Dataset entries
__________
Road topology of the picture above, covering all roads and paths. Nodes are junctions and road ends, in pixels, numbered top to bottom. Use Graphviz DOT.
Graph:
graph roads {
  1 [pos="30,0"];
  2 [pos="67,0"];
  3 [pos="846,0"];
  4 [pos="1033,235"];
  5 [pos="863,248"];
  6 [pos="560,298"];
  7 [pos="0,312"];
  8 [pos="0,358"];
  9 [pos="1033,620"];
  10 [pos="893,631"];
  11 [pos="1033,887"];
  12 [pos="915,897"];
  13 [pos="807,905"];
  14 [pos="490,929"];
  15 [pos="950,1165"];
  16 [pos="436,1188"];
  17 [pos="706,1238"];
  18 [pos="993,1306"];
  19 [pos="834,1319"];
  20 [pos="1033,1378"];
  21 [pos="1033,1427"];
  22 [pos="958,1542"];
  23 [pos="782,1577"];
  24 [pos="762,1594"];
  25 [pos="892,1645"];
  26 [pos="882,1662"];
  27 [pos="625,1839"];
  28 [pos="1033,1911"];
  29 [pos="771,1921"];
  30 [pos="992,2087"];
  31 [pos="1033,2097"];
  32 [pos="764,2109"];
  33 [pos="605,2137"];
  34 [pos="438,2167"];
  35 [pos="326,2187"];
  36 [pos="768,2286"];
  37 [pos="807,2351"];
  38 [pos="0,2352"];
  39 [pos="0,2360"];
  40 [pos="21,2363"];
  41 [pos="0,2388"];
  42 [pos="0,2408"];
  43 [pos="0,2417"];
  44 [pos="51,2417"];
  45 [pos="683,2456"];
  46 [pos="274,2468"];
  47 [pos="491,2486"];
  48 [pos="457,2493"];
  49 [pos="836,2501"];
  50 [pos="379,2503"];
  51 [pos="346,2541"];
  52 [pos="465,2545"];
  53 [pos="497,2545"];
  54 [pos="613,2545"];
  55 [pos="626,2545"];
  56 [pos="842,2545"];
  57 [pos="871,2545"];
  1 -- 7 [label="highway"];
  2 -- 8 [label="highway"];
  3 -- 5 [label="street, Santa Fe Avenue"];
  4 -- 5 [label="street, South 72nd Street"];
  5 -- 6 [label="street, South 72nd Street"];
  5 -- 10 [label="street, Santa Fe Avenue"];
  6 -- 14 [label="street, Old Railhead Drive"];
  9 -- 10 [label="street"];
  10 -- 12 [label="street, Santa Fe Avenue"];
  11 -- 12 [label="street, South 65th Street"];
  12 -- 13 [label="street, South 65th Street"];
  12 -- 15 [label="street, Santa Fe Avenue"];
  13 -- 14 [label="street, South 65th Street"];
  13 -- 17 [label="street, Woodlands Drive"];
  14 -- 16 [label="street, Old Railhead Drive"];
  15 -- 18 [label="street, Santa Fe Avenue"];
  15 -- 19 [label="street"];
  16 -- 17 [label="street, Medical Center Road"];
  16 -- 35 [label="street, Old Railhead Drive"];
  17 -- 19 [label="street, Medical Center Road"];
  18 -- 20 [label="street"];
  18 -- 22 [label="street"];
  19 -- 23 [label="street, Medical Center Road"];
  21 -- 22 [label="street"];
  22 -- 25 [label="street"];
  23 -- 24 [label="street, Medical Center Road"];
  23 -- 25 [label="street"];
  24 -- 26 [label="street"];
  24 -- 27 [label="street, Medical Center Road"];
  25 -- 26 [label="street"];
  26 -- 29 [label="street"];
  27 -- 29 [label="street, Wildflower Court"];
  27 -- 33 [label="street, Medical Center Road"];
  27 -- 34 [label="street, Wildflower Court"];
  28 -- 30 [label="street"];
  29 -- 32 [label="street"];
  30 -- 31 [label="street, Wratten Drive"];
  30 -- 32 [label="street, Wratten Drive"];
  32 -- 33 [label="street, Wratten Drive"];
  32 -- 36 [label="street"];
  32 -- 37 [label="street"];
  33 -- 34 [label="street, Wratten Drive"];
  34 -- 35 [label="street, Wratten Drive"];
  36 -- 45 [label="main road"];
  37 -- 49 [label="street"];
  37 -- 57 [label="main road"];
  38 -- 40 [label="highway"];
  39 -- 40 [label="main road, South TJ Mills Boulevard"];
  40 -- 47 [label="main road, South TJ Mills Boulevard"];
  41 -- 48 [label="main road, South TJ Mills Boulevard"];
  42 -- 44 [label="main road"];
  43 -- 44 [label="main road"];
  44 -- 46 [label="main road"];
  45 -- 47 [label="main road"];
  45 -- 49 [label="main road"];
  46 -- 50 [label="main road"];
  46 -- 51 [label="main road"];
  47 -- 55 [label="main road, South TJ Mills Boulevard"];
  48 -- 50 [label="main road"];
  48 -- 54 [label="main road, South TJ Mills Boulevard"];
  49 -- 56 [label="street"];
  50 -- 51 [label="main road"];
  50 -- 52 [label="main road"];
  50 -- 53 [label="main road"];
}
__________
_EXERCISE AIM_
Work out how many lines in the data contain "Mills" and state that number with nothing added.

_RESPONSE TO THE TASK_
5